**EXERCISE OBJECTIVE**
Figure out the number of lines in the data that hold the string "Give". Reply with that figure only.

DATA TO USE Block Start

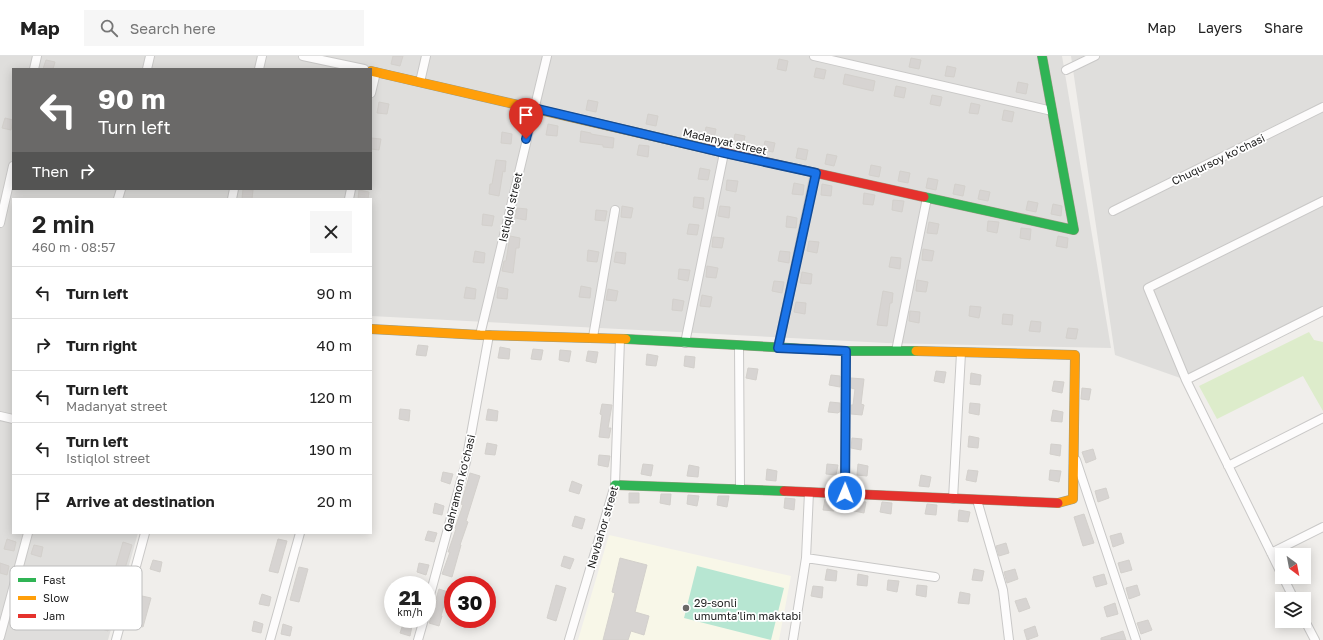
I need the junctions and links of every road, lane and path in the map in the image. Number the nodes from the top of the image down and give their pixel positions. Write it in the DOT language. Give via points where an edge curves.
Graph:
graph roads {
  1 [pos="37,56"];
  2 [pos="150,56"];
  3 [pos="262,56"];
  4 [pos="303,56"];
  5 [pos="426,56"];
  6 [pos="547,56"];
  7 [pos="814,56"];
  8 [pos="1042,56"];
  9 [pos="1095,56"];
  10 [pos="34,68"];
  11 [pos="147,68"];
  12 [pos="259,68"];
  13 [pos="359,68"];
  14 [pos="1066,70"];
  15 [pos="373,71"];
  16 [pos="372,82"];
  17 [pos="420,82"];
  18 [pos="1323,107"];
  19 [pos="534,108"];
  20 [pos="1052,111"];
  21 [pos="724,153"];
  22 [pos="12,170"];
  23 [pos="816,173"];
  24 [pos="926,198"];
  25 [pos="1323,201"];
  26 [pos="2,206"];
  27 [pos="12,209"];
  28 [pos="615,210"];
  29 [pos="1113,211"];
  30 [pos="0,223"];
  31 [pos="1323,311"];
  32 [pos="372,329"];
  33 [pos="485,335"];
  34 [pos="593,337"];
  35 [pos="620,339"];
  36 [pos="685,343"];
  37 [pos="739,346"];
  38 [pos="778,348"];
  39 [pos="846,351"];
  40 [pos="896,351"];
  41 [pos="961,352"];
  42 [pos="1186,380"];
  43 [pos="0,416"];
  44 [pos="1323,418"];
  45 [pos="12,419"];
  46 [pos="1074,454"];
  47 [pos="1228,466"];
  48 [pos="615,485"];
  49 [pos="740,490"];
  50 [pos="810,492"];
  51 [pos="845,493"];
  52 [pos="953,499"];
  53 [pos="977,500"];
  54 [pos="1323,527"];
  55 [pos="28,534"];
  56 [pos="145,534"];
  57 [pos="300,534"];
  58 [pos="1271,553"];
  59 [pos="806,558"];
  60 [pos="1275,561"];
  61 [pos="19,566"];
  62 [pos="136,566"];
  63 [pos="435,576"];
  64 [pos="935,577"];
  65 [pos="10,600"];
  66 [pos="421,628"];
  67 [pos="1309,628"];
  68 [pos="119,630"];
  69 [pos="0,637"];
  70 [pos="1323,638"];
  71 [pos="116,640"];
  72 [pos="270,640"];
  73 [pos="418,640"];
  74 [pos="569,640"];
  75 [pos="792,640"];
  76 [pos="1010,640"];
  77 [pos="1136,640"];
  78 [pos="1315,640"];
  79 [pos="1319,640"];
  1 -- 10 [label="street"];
  2 -- 11 [label="street"];
  3 -- 12 [label="street"];
  4 -- 13 [label="street"];
  5 -- 17 [label="street"];
  6 -- 19 [label="street, Istiqlol street"];
  7 -- 20 [label="street"];
  8 -- 20 [label="street"];
  9 -- 14 [label="street"];
  15 -- 16 [label="street"];
  15 -- 17 [label="street, Madanyat street"];
  17 -- 19 [label="street, Madanyat street"];
  18 -- 29 [label="street, Chuqursoy ko'chasi"];
  19 -- 21 [label="street, Madanyat street"];
  19 -- 33 [label="street, Istiqlol street"];
  20 -- 24 [label="street, Madanyat street" via="1074,230"];
  21 -- 23 [label="street, Madanyat street"];
  21 -- 36 [label="street"];
  22 -- 26 [label="street"];
  23 -- 24 [label="street, Madanyat street"];
  23 -- 38 [label="street"];
  24 -- 40 [label="street"];
  25 -- 42 [label="street" via="1148,288"];
  26 -- 27 [label="street"];
  26 -- 30 [label="street"];
  28 -- 34 [label="street"];
  31 -- 42 [label="street"];
  32 -- 33 [label="street"];
  33 -- 34 [label="street"];
  33 -- 63 [label="street, Qahramon ko'chasi" via="466,462"];
  34 -- 35 [label="street"];
  35 -- 36 [label="street"];
  35 -- 48 [label="street, Navbahor street"];
  36 -- 37 [label="street"];
  37 -- 38 [label="street"];
  37 -- 49 [label="street"];
  38 -- 39 [label="street"];
  39 -- 40 [label="street"];
  39 -- 51 [label="street"];
  40 -- 41 [label="street"];
  41 -- 46 [label="street" via="1075,355"];
  41 -- 52 [label="street"];
  42 -- 47 [label="street"];
  43 -- 45 [label="street"];
  44 -- 47 [label="street"];
  46 -- 53 [label="street" via="1073,499 1058,503"];
  46 -- 77 [label="street"];
  47 -- 58 [label="street"];
  48 -- 49 [label="street"];
  48 -- 74 [label="street, Navbahor street"];
  49 -- 50 [label="street"];
  50 -- 51 [label="street"];
  50 -- 59 [label="street"];
  51 -- 52 [label="street"];
  52 -- 53 [label="street"];
  53 -- 76 [label="street" via="1004,590"];
  54 -- 58 [label="street"];
  55 -- 61 [label="street"];
  56 -- 62 [label="street"];
  57 -- 72 [label="street"];
  58 -- 60 [label="street"];
  59 -- 64 [label="street"];
  59 -- 75 [label="street"];
  65 -- 69 [label="street"];
  66 -- 73 [label="street"];
  67 -- 78 [label="street"];
  68 -- 71 [label="street"];
  70 -- 79 [label="street"];
}
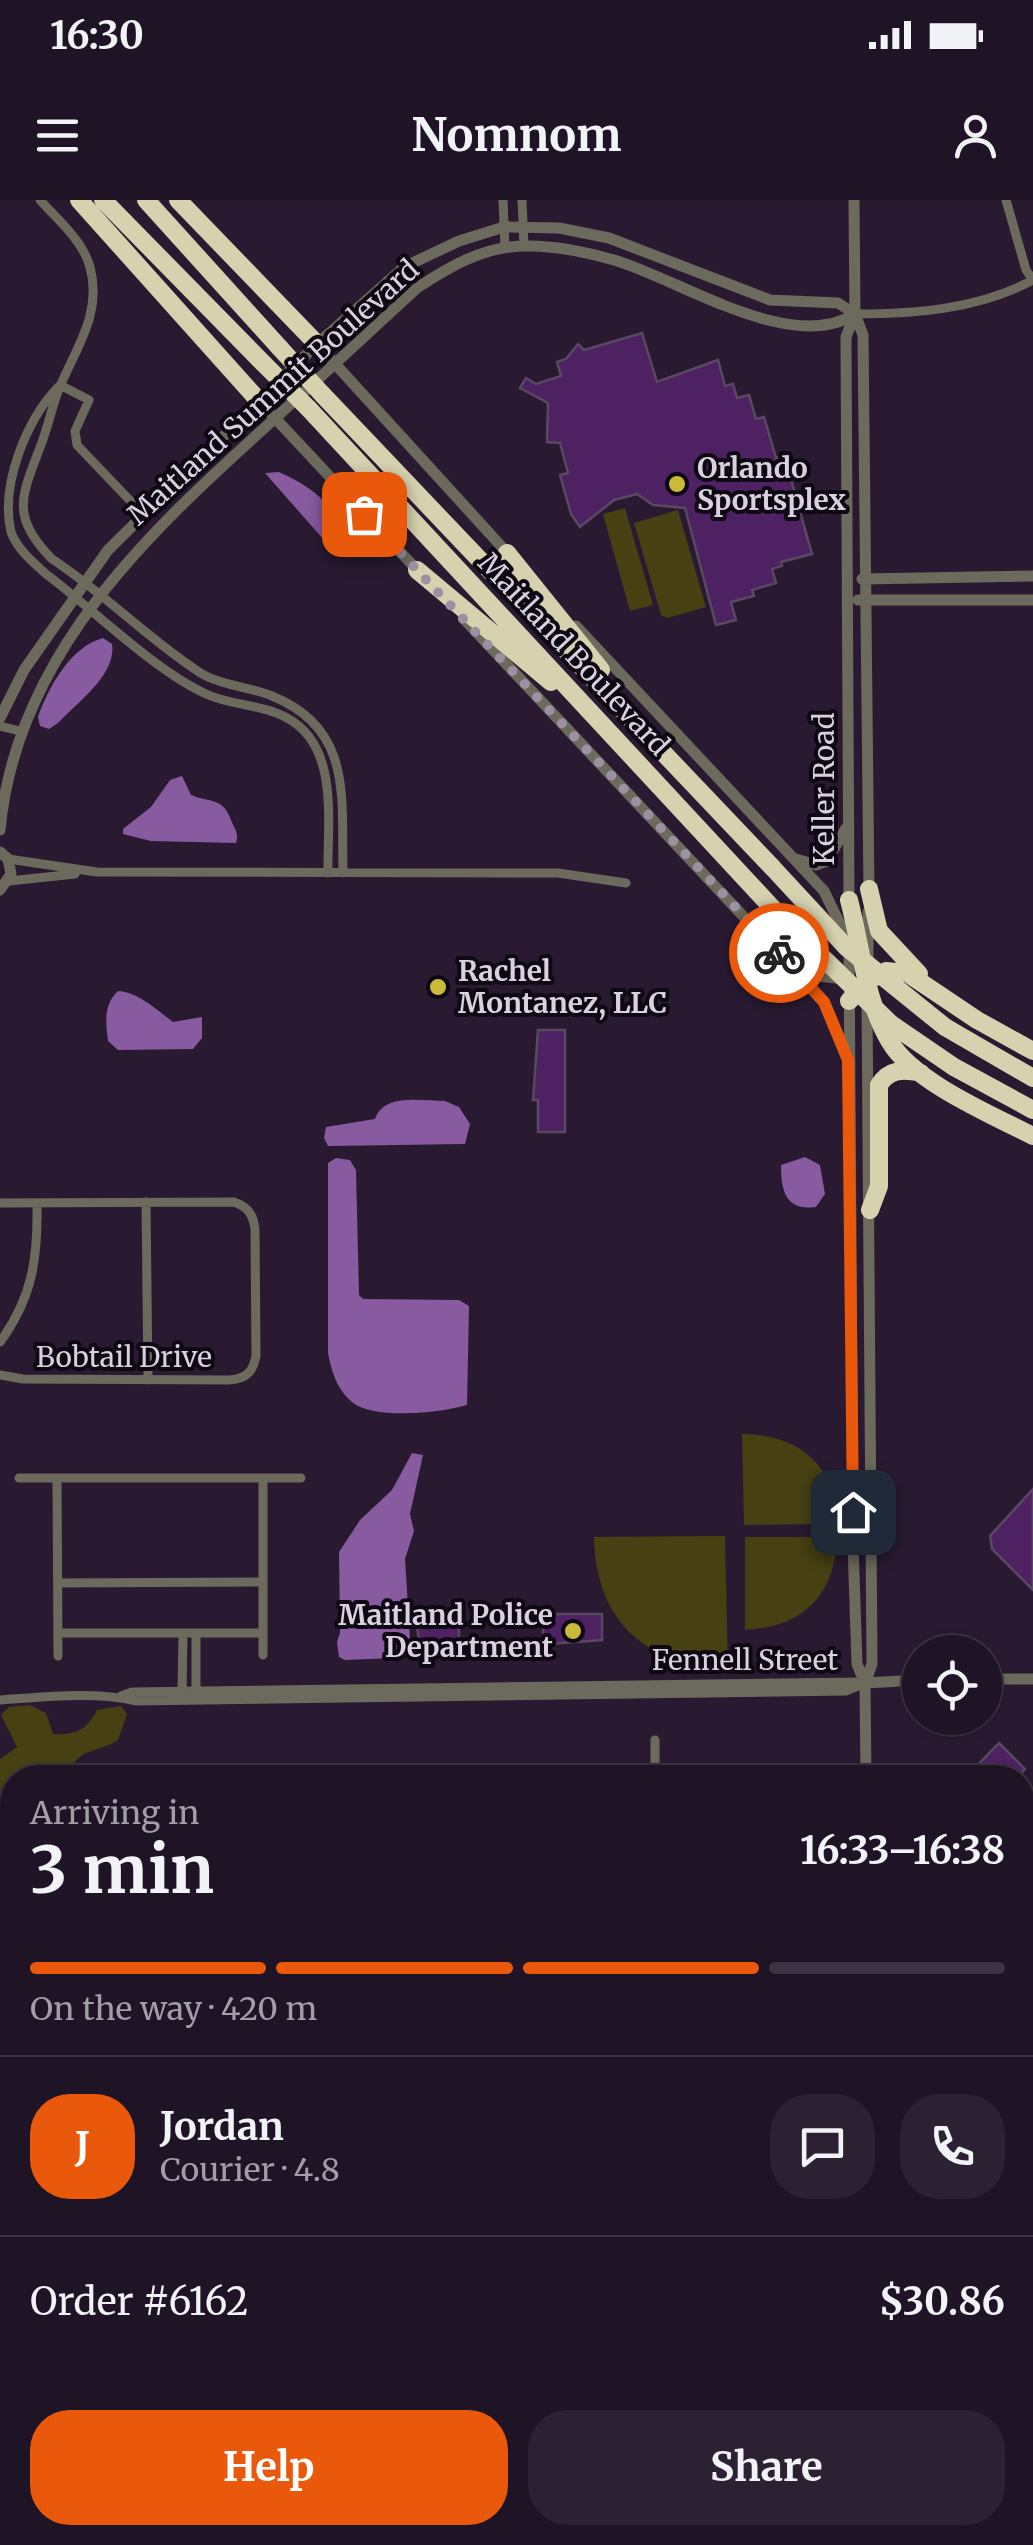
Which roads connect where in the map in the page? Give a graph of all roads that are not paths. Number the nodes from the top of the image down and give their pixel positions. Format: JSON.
{"nodes":[{"id":1,"x":40,"y":200,"type":"edge"},
{"id":2,"x":79,"y":200,"type":"edge"},
{"id":3,"x":102,"y":200,"type":"edge"},
{"id":4,"x":146,"y":200,"type":"edge"},
{"id":5,"x":178,"y":200,"type":"edge"},
{"id":6,"x":503,"y":200,"type":"edge"},
{"id":7,"x":522,"y":200,"type":"edge"},
{"id":8,"x":854,"y":200,"type":"edge"},
{"id":9,"x":1006,"y":200,"type":"edge"},
{"id":10,"x":523,"y":226,"type":"junction"},
{"id":11,"x":504,"y":227,"type":"junction"},
{"id":12,"x":524,"y":246,"type":"junction"},
{"id":13,"x":505,"y":248,"type":"junction"},
{"id":14,"x":1033,"y":280,"type":"edge"},
{"id":15,"x":855,"y":314,"type":"junction"},
{"id":16,"x":317,"y":344,"type":"junction"},
{"id":17,"x":334,"y":364,"type":"junction"},
{"id":18,"x":60,"y":386,"type":"junction"},
{"id":19,"x":259,"y":401,"type":"junction"},
{"id":20,"x":275,"y":418,"type":"junction"},
{"id":21,"x":142,"y":512,"type":"junction"},
{"id":22,"x":507,"y":552,"type":"junction"},
{"id":23,"x":418,"y":570,"type":"junction"},
{"id":24,"x":1033,"y":576,"type":"edge"},
{"id":25,"x":866,"y":579,"type":"junction"},
{"id":26,"x":86,"y":581,"type":"junction"},
{"id":27,"x":848,"y":581,"type":"junction"},
{"id":28,"x":102,"y":594,"type":"junction"},
{"id":29,"x":75,"y":596,"type":"junction"},
{"id":30,"x":848,"y":600,"type":"junction"},
{"id":31,"x":866,"y":600,"type":"junction"},
{"id":32,"x":1033,"y":600,"type":"edge"},
{"id":33,"x":90,"y":610,"type":"junction"},
{"id":34,"x":595,"y":716,"type":"junction"},
{"id":35,"x":0,"y":718,"type":"edge"},
{"id":36,"x":0,"y":726,"type":"edge"},
{"id":37,"x":20,"y":732,"type":"junction"},
{"id":38,"x":0,"y":734,"type":"edge"},
{"id":39,"x":673,"y":760,"type":"junction"},
{"id":40,"x":847,"y":824,"type":"junction"},
{"id":41,"x":0,"y":830,"type":"edge"},
{"id":42,"x":4,"y":855,"type":"edge"},
{"id":43,"x":792,"y":857,"type":"junction"},
{"id":44,"x":97,"y":872,"type":"junction"},
{"id":45,"x":328,"y":873,"type":"junction"},
{"id":46,"x":343,"y":873,"type":"junction"},
{"id":47,"x":626,"y":883,"type":"dead end"},
{"id":48,"x":2,"y":889,"type":"edge"},
{"id":49,"x":868,"y":889,"type":"junction"},
{"id":50,"x":850,"y":900,"type":"junction"},
{"id":51,"x":770,"y":943,"type":"junction"},
{"id":52,"x":849,"y":944,"type":"junction"},
{"id":53,"x":861,"y":978,"type":"junction"},
{"id":54,"x":934,"y":989,"type":"junction"},
{"id":55,"x":1033,"y":1051,"type":"edge"},
{"id":56,"x":848,"y":1060,"type":"junction"},
{"id":57,"x":920,"y":1073,"type":"junction"},
{"id":58,"x":1033,"y":1078,"type":"edge"},
{"id":59,"x":1033,"y":1110,"type":"edge"},
{"id":60,"x":1033,"y":1136,"type":"edge"},
{"id":61,"x":146,"y":1202,"type":"junction"},
{"id":62,"x":0,"y":1203,"type":"edge"},
{"id":63,"x":37,"y":1203,"type":"junction"},
{"id":64,"x":870,"y":1210,"type":"junction"},
{"id":65,"x":850,"y":1227,"type":"junction"},
{"id":66,"x":870,"y":1234,"type":"junction"},
{"id":67,"x":850,"y":1242,"type":"junction"},
{"id":68,"x":0,"y":1342,"type":"edge"},
{"id":69,"x":0,"y":1375,"type":"edge"},
{"id":70,"x":148,"y":1380,"type":"junction"},
{"id":71,"x":852,"y":1417,"type":"junction"},
{"id":72,"x":870,"y":1417,"type":"junction"},
{"id":73,"x":20,"y":1478,"type":"dead end"},
{"id":74,"x":57,"y":1478,"type":"junction"},
{"id":75,"x":263,"y":1478,"type":"junction"},
{"id":76,"x":301,"y":1478,"type":"dead end"},
{"id":77,"x":263,"y":1582,"type":"junction"},
{"id":78,"x":58,"y":1583,"type":"junction"},
{"id":79,"x":263,"y":1632,"type":"junction"},
{"id":80,"x":58,"y":1633,"type":"junction"},
{"id":81,"x":183,"y":1633,"type":"junction"},
{"id":82,"x":196,"y":1633,"type":"junction"},
{"id":83,"x":263,"y":1655,"type":"dead end"},
{"id":84,"x":58,"y":1656,"type":"dead end"},
{"id":85,"x":182,"y":1658,"type":"junction"},
{"id":86,"x":196,"y":1658,"type":"junction"},
{"id":87,"x":1033,"y":1678,"type":"edge"},
{"id":88,"x":1002,"y":1679,"type":"edge"},
{"id":89,"x":902,"y":1681,"type":"edge"},
{"id":90,"x":865,"y":1683,"type":"junction"},
{"id":91,"x":182,"y":1696,"type":"junction"},
{"id":92,"x":196,"y":1696,"type":"junction"},
{"id":93,"x":0,"y":1700,"type":"edge"},
{"id":94,"x":655,"y":1740,"type":"dead end"},
{"id":95,"x":655,"y":1765,"type":"edge"},
{"id":96,"x":866,"y":1765,"type":"edge"}],
"edges":[{"from":1,"to":18,"type":"street"},
{"from":2,"to":19,"type":"highway"},
{"from":3,"to":34,"type":"highway","name":"Maitland Boulevard","bridge":true},
{"from":4,"to":39,"type":"highway","name":"Maitland Boulevard","bridge":true},
{"from":5,"to":16,"type":"highway"},
{"from":6,"to":11,"type":"street"},
{"from":7,"to":10,"type":"street"},
{"from":8,"to":15,"type":"street","name":"Keller Road"},
{"from":9,"to":14,"type":"street"},
{"from":10,"to":11,"type":"street","name":"Maitland Summit Boulevard"},
{"from":10,"to":12,"type":"street"},
{"from":10,"to":15,"type":"street","name":"Maitland Summit Boulevard"},
{"from":11,"to":13,"type":"street"},
{"from":11,"to":16,"type":"street","name":"Maitland Summit Boulevard"},
{"from":12,"to":13,"type":"street","name":"Maitland Summit Boulevard"},
{"from":12,"to":15,"type":"street","name":"Maitland Summit Boulevard"},
{"from":13,"to":17,"type":"street","name":"Maitland Summit Boulevard"},
{"from":14,"to":15,"type":"street"},
{"from":15,"to":25,"type":"street","name":"Keller Road"},
{"from":15,"to":27,"type":"street","name":"Keller Road"},
{"from":16,"to":17,"type":"street"},
{"from":16,"to":19,"type":"street","name":"Maitland Summit Boulevard"},
{"from":17,"to":20,"type":"street","name":"Maitland Summit Boulevard"},
{"from":17,"to":22,"type":"street"},
{"from":18,"to":21,"type":"street"},
{"from":18,"to":26,"type":"street"},
{"from":18,"to":29,"type":"street"},
{"from":19,"to":20,"type":"street"},
{"from":19,"to":21,"type":"street","name":"Maitland Summit Boulevard"},
{"from":20,"to":23,"type":"street"},
{"from":20,"to":28,"type":"street","name":"Maitland Summit Boulevard"},
{"from":21,"to":26,"type":"street","name":"Maitland Summit Boulevard"},
{"from":22,"to":39,"type":"highway"},
{"from":22,"to":43,"type":"street"},
{"from":23,"to":34,"type":"highway"},
{"from":23,"to":51,"type":"street"},
{"from":24,"to":25,"type":"street"},
{"from":25,"to":27,"type":"street"},
{"from":25,"to":31,"type":"street","name":"Keller Road"},
{"from":26,"to":28,"type":"street"},
{"from":26,"to":29,"type":"street","name":"Maitland Summit Boulevard"},
{"from":27,"to":30,"type":"street","name":"Keller Road"},
{"from":28,"to":33,"type":"street","name":"Maitland Summit Boulevard"},
{"from":28,"to":46,"type":"street"},
{"from":29,"to":33,"type":"street"},
{"from":29,"to":35,"type":"street","name":"Maitland Summit Boulevard"},
{"from":30,"to":31,"type":"street"},
{"from":30,"to":40,"type":"street","name":"Keller Road"},
{"from":31,"to":32,"type":"street"},
{"from":31,"to":49,"type":"street","name":"Keller Road"},
{"from":33,"to":37,"type":"street","name":"Maitland Summit Boulevard"},
{"from":33,"to":45,"type":"street"},
{"from":34,"to":59,"type":"highway","name":"Maitland Boulevard","bridge":true},
{"from":36,"to":37,"type":"street"},
{"from":37,"to":38,"type":"street"},
{"from":37,"to":41,"type":"street","name":"Maitland Summit Boulevard"},
{"from":39,"to":58,"type":"highway","name":"Maitland Boulevard","bridge":true},
{"from":40,"to":43,"type":"street"},
{"from":40,"to":50,"type":"street","name":"Keller Road"},
{"from":42,"to":44,"type":"street"},
{"from":42,"to":48,"type":"street"},
{"from":43,"to":52,"type":"street"},
{"from":44,"to":45,"type":"street"},
{"from":44,"to":48,"type":"street"},
{"from":45,"to":46,"type":"street"},
{"from":46,"to":47,"type":"street"},
{"from":49,"to":53,"type":"street","name":"Keller Road"},
{"from":49,"to":54,"type":"highway"},
{"from":50,"to":52,"type":"street","name":"Keller Road"},
{"from":50,"to":53,"type":"highway"},
{"from":51,"to":53,"type":"street"},
{"from":51,"to":56,"type":"street"},
{"from":52,"to":53,"type":"street","name":"Keller Road"},
{"from":53,"to":54,"type":"highway"},
{"from":53,"to":56,"type":"street","name":"Keller Road"},
{"from":53,"to":57,"type":"highway"},
{"from":53,"to":64,"type":"street","name":"Keller Road"},
{"from":54,"to":55,"type":"highway"},
{"from":56,"to":65,"type":"street","name":"Keller Road"},
{"from":57,"to":60,"type":"highway"},
{"from":57,"to":64,"type":"highway"},
{"from":61,"to":63,"type":"street","name":"Bobtail Drive"},
{"from":61,"to":70,"type":"street"},
{"from":61,"to":70,"type":"street","name":"Bobtail Drive"},
{"from":62,"to":63,"type":"street","name":"Bobtail Drive"},
{"from":63,"to":68,"type":"street"},
{"from":64,"to":66,"type":"street","name":"Keller Road"},
{"from":65,"to":66,"type":"street"},
{"from":65,"to":67,"type":"street","name":"Keller Road"},
{"from":66,"to":67,"type":"street"},
{"from":66,"to":72,"type":"street","name":"Keller Road"},
{"from":67,"to":71,"type":"street","name":"Keller Road"},
{"from":69,"to":70,"type":"street","name":"Bobtail Drive"},
{"from":71,"to":72,"type":"street"},
{"from":71,"to":90,"type":"street","name":"Keller Road"},
{"from":72,"to":90,"type":"street","name":"Keller Road"},
{"from":73,"to":74,"type":"street"},
{"from":74,"to":75,"type":"street"},
{"from":74,"to":78,"type":"street"},
{"from":75,"to":76,"type":"street"},
{"from":75,"to":77,"type":"street"},
{"from":77,"to":78,"type":"street"},
{"from":77,"to":79,"type":"street"},
{"from":78,"to":80,"type":"street"},
{"from":79,"to":82,"type":"street"},
{"from":79,"to":83,"type":"street"},
{"from":80,"to":81,"type":"street"},
{"from":80,"to":84,"type":"street"},
{"from":81,"to":82,"type":"street"},
{"from":81,"to":85,"type":"street"},
{"from":82,"to":86,"type":"street"},
{"from":85,"to":86,"type":"street"},
{"from":85,"to":91,"type":"street"},
{"from":86,"to":92,"type":"street"},
{"from":87,"to":88,"type":"street"},
{"from":89,"to":90,"type":"street"},
{"from":90,"to":92,"type":"street","name":"Fennell Street"},
{"from":90,"to":96,"type":"street","name":"Keller Road"},
{"from":91,"to":92,"type":"street","name":"Fennell Street"},
{"from":91,"to":93,"type":"street","name":"Fennell Street"},
{"from":94,"to":95,"type":"street"}]}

DATA TO USE Block End

**PROBLEM SOLUTION**
2